When q0 ≥ 1, the moment estimation breaks down. Thus, in this case, we may regard this series as a constant rate Poisson process and set T̂′0 as a large enough value and let ĥ′0 = mh0*T̂′0. To draw rate λ0 from its prior or posterior density, one just sets it equal to the sample mean mh0.
Apparently, we could insert Eqs. (5), (6), and (7) into the Markov chain derived in section 4c to complete the Gibbs sampler within each iteration. In real applications, we would choose a noninformative prior during the burn-in phase because before convergence, the estimation of prior parameters for rate based on (5), (6), and (7) could be biased. After reaching convergence, we then insert the estimation of the prior parameters in each iteration of the Gibbs sampler. That is, after the burn-in period, in each iteration of Gibbs sampling, calculate the estimation of prior parameters with given changepoints, then generate the Poisson rates with their relative estimated priors, and then calculate the likelihood for each hypothesis. With guidance of Eqs. (4) and (C1), under the uniform prior assumption in the hypothesis space and after normalization, we obtain P(H|h). In the simulated examples of this study, we find this estimation method converges very fast. Since there are two parameters to estimate for each epoch, the minimum sample size is two. This constraint is imposed in a real Gibbs sampler design.
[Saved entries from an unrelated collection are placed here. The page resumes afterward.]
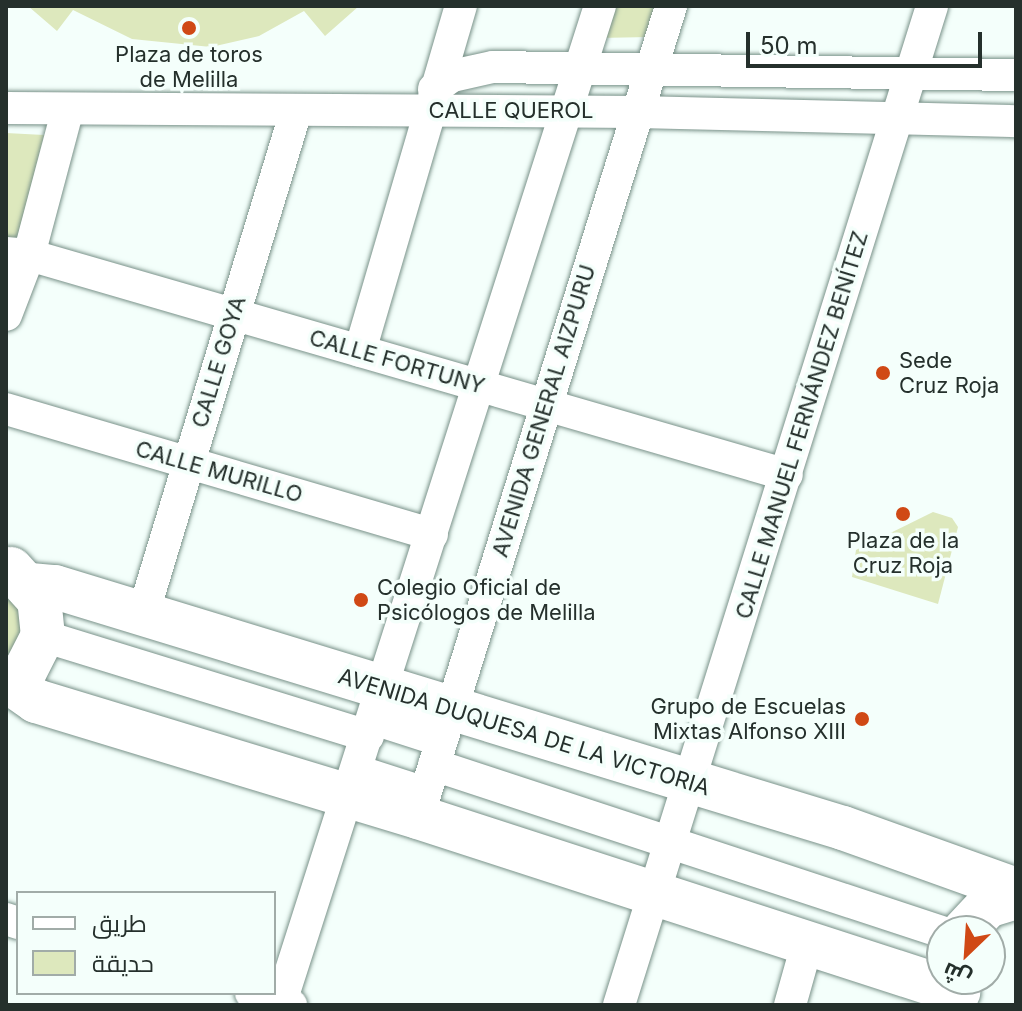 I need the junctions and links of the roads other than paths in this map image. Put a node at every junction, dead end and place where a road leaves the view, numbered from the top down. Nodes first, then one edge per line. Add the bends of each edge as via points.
1 (461, 6) edge
2 (600, 6) edge
3 (671, 6) edge
4 (932, 6) edge
5 (581, 66) junction
6 (652, 67) junction
7 (911, 73) junction
8 (1016, 75) edge
9 (431, 100) junction
10 (6, 108) edge
11 (296, 111) junction
12 (67, 112) junction
13 (566, 112) junction
14 (638, 112) junction
15 (896, 121) junction
16 (1016, 121) edge
17 (18, 254) edge
18 (233, 314) junction
19 (6, 315) edge
20 (360, 351) junction
21 (479, 386) junction
22 (546, 405) junction
23 (6, 409) edge
24 (188, 463) junction
25 (787, 475) junction
26 (432, 534) junction
27 (18, 576) edge
28 (143, 614) junction
29 (43, 636) junction
30 (7, 683) edge
31 (375, 714) junction
32 (434, 765) junction
33 (353, 783) junction
34 (691, 783) junction
35 (672, 844) junction
36 (1016, 890) edge
37 (656, 893) junction
38 (1016, 897) edge
39 (979, 915) edge
40 (926, 927) edge
41 (808, 941) junction
42 (926, 981) edge
43 (257, 995) edge
44 (284, 1004) edge
45 (619, 1005) edge
46 (790, 1005) edge

1 - 9 street
2 - 5 street
3 - 6 street, AVENIDA GENERAL AIZPURU
4 - 7 street, CALLE MANUEL FERNÁNDEZ BENÍTEZ
5 - 6 street, CALLE QUEROL
5 - 9 street, CALLE QUEROL via 493,67 452,76
5 - 13 street
6 - 7 street, CALLE QUEROL
6 - 14 street, AVENIDA GENERAL AIZPURU
7 - 8 street, CALLE QUEROL
7 - 15 street, CALLE MANUEL FERNÁNDEZ BENÍTEZ
9 - 11 street, CALLE QUEROL
9 - 13 street, CALLE QUEROL
9 - 20 street
10 - 12 street, CALLE QUEROL
11 - 12 street, CALLE QUEROL
11 - 18 street, CALLE GOYA
12 - 17 street
13 - 14 street, CALLE QUEROL
13 - 21 street
14 - 15 street, CALLE QUEROL
14 - 22 street, AVENIDA GENERAL AIZPURU
15 - 16 street, CALLE QUEROL
15 - 25 street, CALLE MANUEL FERNÁNDEZ BENÍTEZ
17 - 18 street, CALLE FORTUNY
17 - 19 street
18 - 20 street, CALLE FORTUNY
18 - 24 street, CALLE GOYA
20 - 21 street, CALLE FORTUNY
21 - 22 street, CALLE FORTUNY
21 - 26 street
22 - 25 street, CALLE FORTUNY
22 - 32 street, AVENIDA GENERAL AIZPURU
23 - 24 street, CALLE MURILLO
24 - 26 street, CALLE MURILLO
24 - 28 street, CALLE GOYA
25 - 34 street, CALLE MANUEL FERNÁNDEZ BENÍTEZ
26 - 31 street
27 - 28 main road, AVENIDA DUQUESA DE LA VICTORIA
27 - 29 main road via 44,618
28 - 31 main road, AVENIDA DUQUESA DE LA VICTORIA
29 - 30 main road via 25,671
29 - 31 street
30 - 33 main road, AVENIDA DUQUESA DE LA VICTORIA via 36,701
31 - 32 main road, AVENIDA DUQUESA DE LA VICTORIA
31 - 33 street
32 - 33 main road, AVENIDA DUQUESA DE LA VICTORIA
32 - 34 main road, AVENIDA DUQUESA DE LA VICTORIA
32 - 35 street
32 - 37 main road, AVENIDA DUQUESA DE LA VICTORIA
33 - 44 street
34 - 35 street, CALLE MANUEL FERNÁNDEZ BENÍTEZ
34 - 36 main road, AVENIDA DUQUESA DE LA VICTORIA via 923,854
35 - 37 street, CALLE MANUEL FERNÁNDEZ BENÍTEZ
35 - 40 street
37 - 41 main road, AVENIDA DUQUESA DE LA VICTORIA
37 - 45 street, CALLE MANUEL FERNÁNDEZ BENÍTEZ
38 - 39 main road via 987,906
41 - 42 main road, AVENIDA DUQUESA DE LA VICTORIA
41 - 46 street
43 - 44 street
Although the method described here does work well if the model can adequately represent the data, it still has a limitation. For example, if the ratio between the mean and variance of the data is larger than one in an epoch with given changepoint(s), the prior has to be set as a gamma distribution with an infinite rate. As a result, one is forced to conclude that the data do not update prior beliefs. This is against the fundamental rule of Bayesian analysis. To avoid this problem, one may use some other estimation approaches or build some other models (e.g., Elsner et al. 2004).
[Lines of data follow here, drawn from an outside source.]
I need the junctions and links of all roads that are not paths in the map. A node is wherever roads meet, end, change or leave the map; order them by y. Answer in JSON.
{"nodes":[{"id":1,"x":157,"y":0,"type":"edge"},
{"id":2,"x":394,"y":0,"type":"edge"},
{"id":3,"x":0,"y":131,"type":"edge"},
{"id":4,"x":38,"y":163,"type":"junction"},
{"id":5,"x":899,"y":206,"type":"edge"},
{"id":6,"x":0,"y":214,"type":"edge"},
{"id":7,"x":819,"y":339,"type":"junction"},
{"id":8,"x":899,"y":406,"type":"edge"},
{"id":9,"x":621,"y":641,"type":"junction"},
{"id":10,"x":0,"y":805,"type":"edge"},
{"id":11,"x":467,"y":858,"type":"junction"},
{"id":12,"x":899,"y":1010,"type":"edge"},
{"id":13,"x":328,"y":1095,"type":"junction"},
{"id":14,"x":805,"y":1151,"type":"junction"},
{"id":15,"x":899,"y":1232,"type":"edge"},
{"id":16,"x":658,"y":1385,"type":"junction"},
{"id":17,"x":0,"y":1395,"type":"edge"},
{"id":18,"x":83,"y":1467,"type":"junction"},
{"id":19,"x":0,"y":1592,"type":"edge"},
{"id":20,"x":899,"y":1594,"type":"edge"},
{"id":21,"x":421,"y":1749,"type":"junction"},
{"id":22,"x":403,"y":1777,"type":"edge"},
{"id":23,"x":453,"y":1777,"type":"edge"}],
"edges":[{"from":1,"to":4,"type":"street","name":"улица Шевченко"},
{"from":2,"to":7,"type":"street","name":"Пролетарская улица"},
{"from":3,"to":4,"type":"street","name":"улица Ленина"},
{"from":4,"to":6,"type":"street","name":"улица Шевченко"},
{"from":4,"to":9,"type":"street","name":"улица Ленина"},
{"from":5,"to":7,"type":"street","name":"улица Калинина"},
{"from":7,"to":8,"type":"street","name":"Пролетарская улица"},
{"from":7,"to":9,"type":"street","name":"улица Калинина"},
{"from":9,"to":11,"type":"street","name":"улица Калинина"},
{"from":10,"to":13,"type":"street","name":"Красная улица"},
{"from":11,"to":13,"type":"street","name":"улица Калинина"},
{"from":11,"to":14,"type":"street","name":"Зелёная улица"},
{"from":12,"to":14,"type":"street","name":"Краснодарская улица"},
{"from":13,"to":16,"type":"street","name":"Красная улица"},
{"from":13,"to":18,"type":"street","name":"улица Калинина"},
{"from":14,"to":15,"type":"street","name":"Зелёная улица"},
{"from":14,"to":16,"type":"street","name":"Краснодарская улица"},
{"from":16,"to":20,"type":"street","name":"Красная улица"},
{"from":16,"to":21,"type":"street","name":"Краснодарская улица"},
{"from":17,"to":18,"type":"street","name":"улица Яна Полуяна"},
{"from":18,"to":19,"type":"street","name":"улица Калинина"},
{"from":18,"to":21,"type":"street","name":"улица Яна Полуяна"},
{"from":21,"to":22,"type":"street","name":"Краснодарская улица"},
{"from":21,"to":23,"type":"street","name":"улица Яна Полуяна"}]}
Unlike the approach given by Eq. (4), Eq. (8) does not depend on sampling from the prior distribution. Instead, it only needs to draw samples from the posterior distribution, which in this study is equivalent to the output of the proposed Gibbs sampler after the burn-in period. Thus, a noninformative prior for the rate parameters is proper for Eq. (8). A harmonic mean estimator (HME) has been widely used, but it may be unstable if by chance a few low likelihood values are present in the sampling output. In the simulated examples of this study, this approach converges much slower than the proposed IPE approach. However, since the MHE approach is only based on a noninformative prior and needs outputs from a Gibbs sampler for estimation, it may serve as a useful comparison with the IPE approach. A simple extension to this method is given by Gelfand and Dey (1994).
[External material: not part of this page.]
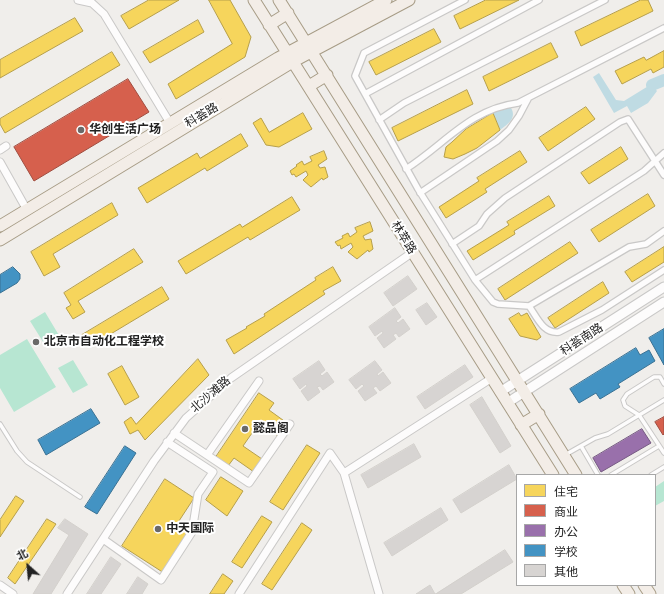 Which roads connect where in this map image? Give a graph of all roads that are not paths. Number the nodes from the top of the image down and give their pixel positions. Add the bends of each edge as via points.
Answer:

e. Predictive distribution
5. Simulation and results
For each following example, the length of the burn-in period is 500 and the number of iterations of the Gibbs sampler after the burn-in period is chosen as 10 000 for the MCMC–IPE approach and 50 000 for the HME approach. In all simulations, the noninformative prior for the rate parameters is a gamma(0.001, 0.001).
a. Simulated examples
To test the validity of the MCMC–IPE method, two simulated examples are shown subsequently. We apply the model building approach outlined in section 4b to the following two simulated time series; the first one is characterized by one single changepoint and the second one by two changepoints.
1) Example one
In the first example, a Poisson time series with a sample size of 300 is generated. For the first 160 points, the rate for each point is generated from a gamma(2, 1) while for the remaining 140 points, the rate for each point is drawn from a gamma(4, 1). Figure 1a illustrates the simulated series. After running the proposed method described in the preceding section, the output for the posterior probability of three hypotheses is P(H0|h) = 0, P(H1|h) = 0.981, and P(H2|h) = 0.019, suggesting that the single changepoint hypothesis is prevailing. The posterior PMF for changepoint τ is illustrated as a solid line in Fig. 1b, from which we see that the model can precisely catch the prescribed changepoint, which is shown as a broken line. We also plotted the estimated prior PDF and the true model prior PDF of the Poisson rate for the epoch before and after the changepoint (namely λ1 and λ2) in Figs. 1c and 1d, respectively. The estimated prior is very close to the true model under H1 hypothesis. We also apply the harmonic mean estimator approach to this series and obtain almost exactly same PMF plot for the changepoint. The estimation of the posterior probability for hypothesis H0, H1, and H2 is 0, 0.645, and 0.355, respectively.
2) Example two
In the second example, the same model as in the first one is used to generate a different Poisson time series. This time, the time series has two changepoints. The length of this time series is also set to be 300. For the first 50 points, the rate for each point is generated from a gamma(4, 2); for the middle 170 points, the rate for each point is drawn from a gamma(5, 1)and for the final 80 points, the rate for each point is drawn from a gamma(9, 3). The simulated series are plotted in Fig. 2a and after running the MCMC–IPE approach, the output for the posterior probability of three hypotheses is P(H0|h) = 0, P(H1|h) = 0.011, and P(H2|h) = 0.989; this result indicates that the double changepoint hypothesis is dominant, a feature consistent with our preset model. The posterior PMF for these two changepoints, namely τ1 and τ2, are drawn in Figs. 2b and 2c, respectively; again, the method demonstrated can catch both changepoints precisely under the H2 hypothesis. Figures 2d,e,f plot the estimated prior for the rate of each epoch, namely, λ1, λ2, and λ3, superimposed on their relative model prior PDFs. It is clear that the estimated PDF approximates the true PDF for each epoch without much bias under the H2 hypothesis. For the HME approach, we obtain almost exactly the same PMF plots for the changepoints and the estimation of the posterior probability for hypotheses H0, H1, and H2 is 0, 0.003, and 0.997, respectively.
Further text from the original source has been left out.